The tech stuff, I think we got right 99% of the time. I don't have a big story that comes to mind, other than I guess, we need diversity and execution. Instead of awarding contracts to a single company to execute that vision of DevSecOps, we ended up shipping to 36 companies and cutting the work into value streams and mixing teams together to bring more options. That's probably one of the lessons learned. Again, it's more acquisition related and contracts than it is about the technology vision.
[00:38:11] Guy Podjarny: Yeah. Still a good learning here as well. Thanks for sharing that. It's hard. People are always the hardest bit. I guess, I have a different closing question for the podcast this year. Listeners may know. Actually, I feel the one I was using in the previous year is as fitting here.
If you think about the team in your shoes, in a company, maybe not quite a large scale, a Fortune 100 company, or other large-scale organization, not quite running the Air Force or DOD. If you want to give them one bit of advice, one key focus, or do or don't, trying to implement this type of DevSecOps transformation, what would that be?
[00:38:52] Nicolas Chaillan: Organizations will be as successful as their people. Continuous learning investment, continuous learning gives people time. I would go as far as an hour a day for people to learn, paid. Then, build these enterprise services to remove the impediments. I can tell you, if I was still an investor with my VC, I would look at companies, not about just a product and people, but also look at their maturity in DevSecOps and how capable that team is to allow the team to learn and move fast and move at the pace of relevance and adjust based on that learning.
It's all about timeliness. If you don't have a strong investment in DevSecOps, and not just DevOps with that baked-in securities, zero trust, service mash, cloud, that necessity, so you're not locked into a single cloud provider, you're not building software the way it should be built in 2021.
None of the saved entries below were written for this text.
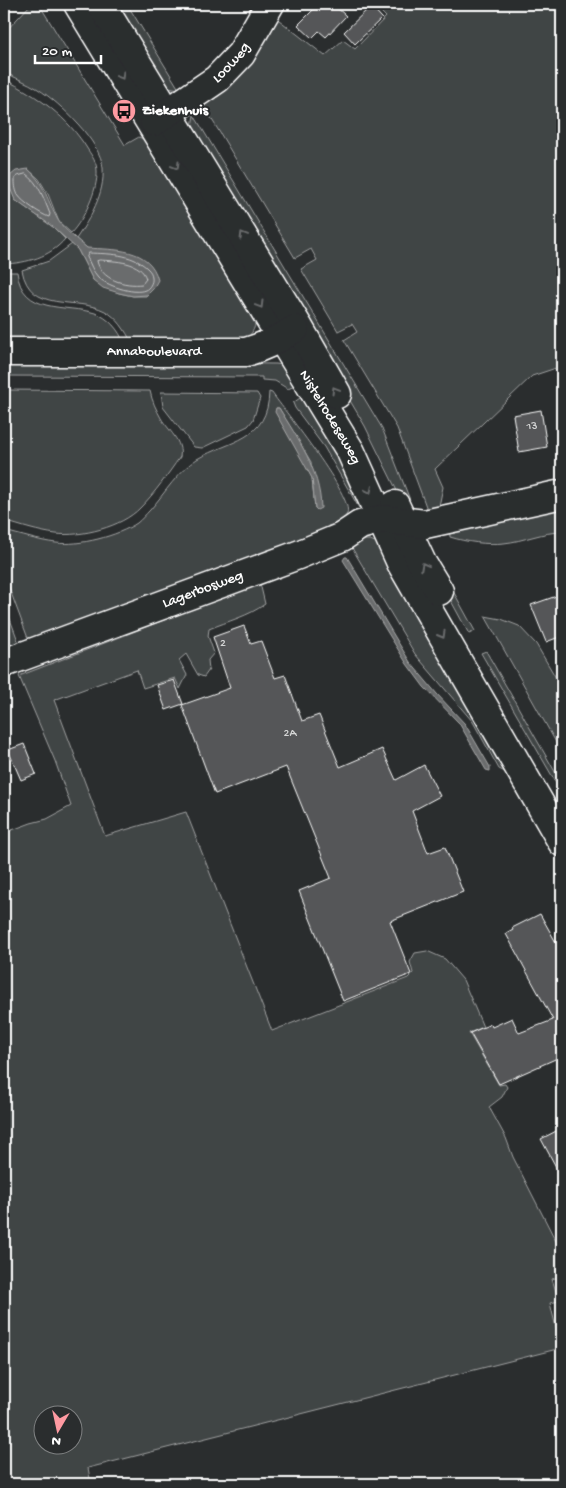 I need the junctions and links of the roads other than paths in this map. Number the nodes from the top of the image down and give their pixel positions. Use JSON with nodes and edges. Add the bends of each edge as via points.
{"nodes":[{"id":1,"x":78,"y":4,"type":"edge"},
{"id":2,"x":101,"y":4,"type":"edge"},
{"id":3,"x":270,"y":4,"type":"edge"},
{"id":4,"x":159,"y":119,"type":"junction"},
{"id":5,"x":289,"y":332,"type":"junction"},
{"id":6,"x":4,"y":352,"type":"edge"},
{"id":7,"x":562,"y":494,"type":"edge"},
{"id":8,"x":392,"y":520,"type":"junction"},
{"id":9,"x":4,"y":664,"type":"edge"},
{"id":10,"x":562,"y":805,"type":"edge"},
{"id":11,"x":562,"y":842,"type":"edge"}],
"edges":[{"from":1,"to":4,"type":"street","name":"Nistelrodeseweg","one_way":true},
{"from":2,"to":4,"type":"street","name":"Nistelrodeseweg"},
{"from":3,"to":4,"type":"street","name":"Looweg","via":[[240,54],[217,79]]},
{"from":4,"to":5,"type":"street","name":"Nistelrodeseweg"},
{"from":5,"to":6,"type":"street","name":"Annaboulevard","via":[[263,347],[246,352]]},
{"from":5,"to":8,"type":"street","name":"Nistelrodeseweg","via":[[369,447]]},
{"from":7,"to":8,"type":"street","via":[[425,524]]},
{"from":8,"to":9,"type":"street","name":"Lagerbosweg","via":[[360,525],[342,537]]},
{"from":10,"to":8,"type":"street","name":"Nistelrodeseweg","one_way":true,"via":[[422,563]]},
{"from":8,"to":11,"type":"street","name":"Nistelrodeseweg","one_way":true,"via":[[401,564]]}]}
[00:39:49] Guy Podjarny: Yeah. Well, that's a good advice and encouragement here. Thanks for that one. Hey, so one parting question, that is my regular question here in the podcast. All of this is present and getting ready for the future. If you take out your crystal ball and you look at it and you say, a person in your seat trying to do what you're trying to do now, but in five years’ time, what would you say is the biggest change?
[00:40:17] Nicolas Chaillan: That's a good question. I think, cybersecurity is going to evolve. I think it's going to be a lot about that continuous monitoring capability. I think that the big risk is the dependencies or the products you use that you don't know much about. On the cyber side, I think, my biggest fear is the follow-up of the SolarWinds breach, and that risk of supply chain, and paying attention to your bill of material, paying attention to how you control your updating, JCT capability, multi-party signing, multiple set of eyes on code change.
It’s all going to be about automation in GitOps and multiple set of eyes on code to approve that change, so not one person can make a change that could be malicious in nature, and really, that supply chain management. I think that's going to be the big risk in the next two to five years.
Past five years is tough. I think it's going to be a lot about AI. We were spending a lot of time on cube flow and AI machine learning, deep learning capabilities. I think obviously, that's going to be a way to automate and scale, including in cyber risk and scanning capabilities. Beyond that, I think that's probably too far away right now.
[00:41:36] Guy Podjarny: Yeah, it's hard. We're getting out of the agile mode. Thanks for that perspective. Hey, Nicolas. This has been great. Time flew here. We're going for quite a while. I'm sure you've got wisdom to share here for a full day more. Thanks for coming on the show and sharing your wisdom with us here and your experience and congrats on this super impressive program here that you're driving forward.
[00:41:57] Nicolas Chaillan: Thanks for having me.
[00:41:59] Guy Podjarny: Thanks, everybody, for tuning in. I hope you join us for the next one.